▶ Extracted data

____________________

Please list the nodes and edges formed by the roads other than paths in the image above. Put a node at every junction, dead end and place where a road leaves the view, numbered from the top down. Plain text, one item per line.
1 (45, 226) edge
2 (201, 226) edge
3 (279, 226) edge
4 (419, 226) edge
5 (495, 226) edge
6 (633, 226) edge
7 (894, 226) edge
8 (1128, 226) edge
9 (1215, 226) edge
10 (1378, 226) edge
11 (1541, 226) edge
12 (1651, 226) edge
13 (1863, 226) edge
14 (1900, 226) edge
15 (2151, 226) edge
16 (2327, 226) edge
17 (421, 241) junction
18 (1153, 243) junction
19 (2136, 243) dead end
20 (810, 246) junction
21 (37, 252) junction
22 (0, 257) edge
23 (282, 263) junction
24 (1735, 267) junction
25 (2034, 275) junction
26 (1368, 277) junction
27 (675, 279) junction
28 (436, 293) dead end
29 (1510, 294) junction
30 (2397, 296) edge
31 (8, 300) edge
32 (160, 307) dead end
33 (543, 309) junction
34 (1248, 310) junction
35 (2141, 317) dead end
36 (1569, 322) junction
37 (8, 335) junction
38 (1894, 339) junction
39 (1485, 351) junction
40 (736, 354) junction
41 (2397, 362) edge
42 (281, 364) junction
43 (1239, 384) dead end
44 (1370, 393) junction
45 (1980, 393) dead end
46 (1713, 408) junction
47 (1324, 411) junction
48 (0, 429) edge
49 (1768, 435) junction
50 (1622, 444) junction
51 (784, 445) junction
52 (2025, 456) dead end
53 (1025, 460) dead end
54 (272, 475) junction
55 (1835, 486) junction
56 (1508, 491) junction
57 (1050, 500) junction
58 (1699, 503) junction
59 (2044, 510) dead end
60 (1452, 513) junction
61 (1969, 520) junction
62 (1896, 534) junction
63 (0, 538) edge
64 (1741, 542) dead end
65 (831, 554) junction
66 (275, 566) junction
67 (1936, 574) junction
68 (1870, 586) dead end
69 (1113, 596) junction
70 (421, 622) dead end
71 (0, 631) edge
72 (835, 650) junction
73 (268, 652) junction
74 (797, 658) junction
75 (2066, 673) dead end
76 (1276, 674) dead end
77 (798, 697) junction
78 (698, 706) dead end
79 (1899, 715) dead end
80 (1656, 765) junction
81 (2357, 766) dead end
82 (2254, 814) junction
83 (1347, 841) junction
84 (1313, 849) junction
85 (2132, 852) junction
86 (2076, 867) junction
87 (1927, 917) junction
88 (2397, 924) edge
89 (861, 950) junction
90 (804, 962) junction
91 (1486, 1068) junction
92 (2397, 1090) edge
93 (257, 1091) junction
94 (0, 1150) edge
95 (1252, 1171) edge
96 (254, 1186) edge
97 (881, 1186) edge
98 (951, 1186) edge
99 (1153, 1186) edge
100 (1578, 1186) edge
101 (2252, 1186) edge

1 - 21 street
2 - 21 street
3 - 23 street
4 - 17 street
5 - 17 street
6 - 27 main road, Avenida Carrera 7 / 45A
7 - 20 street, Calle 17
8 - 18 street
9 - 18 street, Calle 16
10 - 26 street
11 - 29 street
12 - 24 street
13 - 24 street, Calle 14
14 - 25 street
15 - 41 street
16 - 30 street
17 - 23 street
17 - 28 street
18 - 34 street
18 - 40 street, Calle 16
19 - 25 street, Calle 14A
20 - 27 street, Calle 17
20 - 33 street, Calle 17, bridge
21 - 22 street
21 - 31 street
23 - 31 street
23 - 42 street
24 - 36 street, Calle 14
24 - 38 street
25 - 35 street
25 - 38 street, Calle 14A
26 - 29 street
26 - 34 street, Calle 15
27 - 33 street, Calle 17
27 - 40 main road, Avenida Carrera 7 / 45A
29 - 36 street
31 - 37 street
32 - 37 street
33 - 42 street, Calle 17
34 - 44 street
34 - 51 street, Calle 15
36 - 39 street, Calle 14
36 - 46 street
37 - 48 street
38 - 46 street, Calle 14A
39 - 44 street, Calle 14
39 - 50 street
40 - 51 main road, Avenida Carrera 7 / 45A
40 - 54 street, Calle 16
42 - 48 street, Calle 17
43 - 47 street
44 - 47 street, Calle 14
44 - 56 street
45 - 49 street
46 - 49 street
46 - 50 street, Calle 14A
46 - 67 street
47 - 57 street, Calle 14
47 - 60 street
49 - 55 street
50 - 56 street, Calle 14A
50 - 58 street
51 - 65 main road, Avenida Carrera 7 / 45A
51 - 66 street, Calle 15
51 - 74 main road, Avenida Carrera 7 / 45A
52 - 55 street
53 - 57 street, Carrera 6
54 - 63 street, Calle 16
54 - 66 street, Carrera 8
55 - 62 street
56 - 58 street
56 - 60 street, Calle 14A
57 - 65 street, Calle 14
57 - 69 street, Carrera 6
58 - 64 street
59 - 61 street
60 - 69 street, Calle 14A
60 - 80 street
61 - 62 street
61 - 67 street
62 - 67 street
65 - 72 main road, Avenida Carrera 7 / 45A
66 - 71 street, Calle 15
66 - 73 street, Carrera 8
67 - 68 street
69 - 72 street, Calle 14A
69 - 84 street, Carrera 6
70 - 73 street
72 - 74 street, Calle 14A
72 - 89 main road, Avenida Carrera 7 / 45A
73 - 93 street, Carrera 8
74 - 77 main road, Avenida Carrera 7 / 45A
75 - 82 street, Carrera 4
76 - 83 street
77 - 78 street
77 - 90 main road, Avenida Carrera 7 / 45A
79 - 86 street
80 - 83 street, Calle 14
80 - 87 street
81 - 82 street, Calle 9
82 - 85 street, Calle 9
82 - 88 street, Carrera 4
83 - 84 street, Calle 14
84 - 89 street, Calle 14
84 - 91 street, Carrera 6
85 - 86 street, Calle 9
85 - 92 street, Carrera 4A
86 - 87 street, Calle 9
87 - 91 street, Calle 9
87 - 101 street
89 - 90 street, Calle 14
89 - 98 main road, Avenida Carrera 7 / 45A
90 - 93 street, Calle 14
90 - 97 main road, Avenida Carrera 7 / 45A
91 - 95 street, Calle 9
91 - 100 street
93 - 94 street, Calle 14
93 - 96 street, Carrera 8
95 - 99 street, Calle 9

____________________

▶ Assigned task
Reproduce every line from the preceding data in which the word "main" can be found.

▶ Exercise result
6 - 27 main road, Avenida Carrera 7 / 45A
27 - 40 main road, Avenida Carrera 7 / 45A
40 - 51 main road, Avenida Carrera 7 / 45A
51 - 65 main road, Avenida Carrera 7 / 45A
51 - 74 main road, Avenida Carrera 7 / 45A
65 - 72 main road, Avenida Carrera 7 / 45A
72 - 89 main road, Avenida Carrera 7 / 45A
74 - 77 main road, Avenida Carrera 7 / 45A
77 - 90 main road, Avenida Carrera 7 / 45A
89 - 98 main road, Avenida Carrera 7 / 45A
90 - 97 main road, Avenida Carrera 7 / 45A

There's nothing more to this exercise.